### [Task objective]
Exactly as written, transcribe the data that follows.
*** Opening Data records ***
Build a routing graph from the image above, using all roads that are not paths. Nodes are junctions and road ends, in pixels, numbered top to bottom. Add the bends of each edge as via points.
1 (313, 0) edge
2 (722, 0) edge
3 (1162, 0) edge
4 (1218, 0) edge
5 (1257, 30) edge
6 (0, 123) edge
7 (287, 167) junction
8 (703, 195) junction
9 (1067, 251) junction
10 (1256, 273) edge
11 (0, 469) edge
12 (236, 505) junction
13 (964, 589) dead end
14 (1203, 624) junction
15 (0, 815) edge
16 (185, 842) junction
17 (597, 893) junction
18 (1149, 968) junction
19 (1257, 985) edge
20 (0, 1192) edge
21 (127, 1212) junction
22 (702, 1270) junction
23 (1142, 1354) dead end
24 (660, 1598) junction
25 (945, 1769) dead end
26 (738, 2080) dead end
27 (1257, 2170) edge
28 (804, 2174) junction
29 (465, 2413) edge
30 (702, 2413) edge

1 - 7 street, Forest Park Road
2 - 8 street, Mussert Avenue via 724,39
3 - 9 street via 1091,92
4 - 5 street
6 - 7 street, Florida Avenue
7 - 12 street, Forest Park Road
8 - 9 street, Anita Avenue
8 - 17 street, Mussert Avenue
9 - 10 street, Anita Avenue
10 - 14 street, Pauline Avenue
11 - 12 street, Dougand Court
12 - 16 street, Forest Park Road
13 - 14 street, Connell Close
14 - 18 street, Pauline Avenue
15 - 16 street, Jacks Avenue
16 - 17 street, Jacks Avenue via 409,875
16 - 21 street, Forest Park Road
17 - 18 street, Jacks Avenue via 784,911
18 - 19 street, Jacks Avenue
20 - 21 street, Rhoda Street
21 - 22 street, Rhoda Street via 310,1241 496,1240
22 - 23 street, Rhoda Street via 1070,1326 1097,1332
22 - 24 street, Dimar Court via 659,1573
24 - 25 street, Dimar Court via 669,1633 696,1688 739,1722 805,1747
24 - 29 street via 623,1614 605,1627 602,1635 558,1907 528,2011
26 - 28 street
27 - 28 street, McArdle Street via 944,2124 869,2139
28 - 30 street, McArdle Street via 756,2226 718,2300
*** Closing Data records ***
### [Expected output]
Build a routing graph from the image above, using all roads that are not paths. Nodes are junctions and road ends, in pixels, numbered top to bottom. Add the bends of each edge as via points.
1 (313, 0) edge
2 (722, 0) edge
3 (1162, 0) edge
4 (1218, 0) edge
5 (1257, 30) edge
6 (0, 123) edge
7 (287, 167) junction
8 (703, 195) junction
9 (1067, 251) junction
10 (1256, 273) edge
11 (0, 469) edge
12 (236, 505) junction
13 (964, 589) dead end
14 (1203, 624) junction
15 (0, 815) edge
16 (185, 842) junction
17 (597, 893) junction
18 (1149, 968) junction
19 (1257, 985) edge
20 (0, 1192) edge
21 (127, 1212) junction
22 (702, 1270) junction
23 (1142, 1354) dead end
24 (660, 1598) junction
25 (945, 1769) dead end
26 (738, 2080) dead end
27 (1257, 2170) edge
28 (804, 2174) junction
29 (465, 2413) edge
30 (702, 2413) edge

1 - 7 street, Forest Park Road
2 - 8 street, Mussert Avenue via 724,39
3 - 9 street via 1091,92
4 - 5 street
6 - 7 street, Florida Avenue
7 - 12 street, Forest Park Road
8 - 9 street, Anita Avenue
8 - 17 street, Mussert Avenue
9 - 10 street, Anita Avenue
10 - 14 street, Pauline Avenue
11 - 12 street, Dougand Court
12 - 16 street, Forest Park Road
13 - 14 street, Connell Close
14 - 18 street, Pauline Avenue
15 - 16 street, Jacks Avenue
16 - 17 street, Jacks Avenue via 409,875
16 - 21 street, Forest Park Road
17 - 18 street, Jacks Avenue via 784,911
18 - 19 street, Jacks Avenue
20 - 21 street, Rhoda Street
21 - 22 street, Rhoda Street via 310,1241 496,1240
22 - 23 street, Rhoda Street via 1070,1326 1097,1332
22 - 24 street, Dimar Court via 659,1573
24 - 25 street, Dimar Court via 669,1633 696,1688 739,1722 805,1747
24 - 29 street via 623,1614 605,1627 602,1635 558,1907 528,2011
26 - 28 street
27 - 28 street, McArdle Street via 944,2124 869,2139
28 - 30 street, McArdle Street via 756,2226 718,2300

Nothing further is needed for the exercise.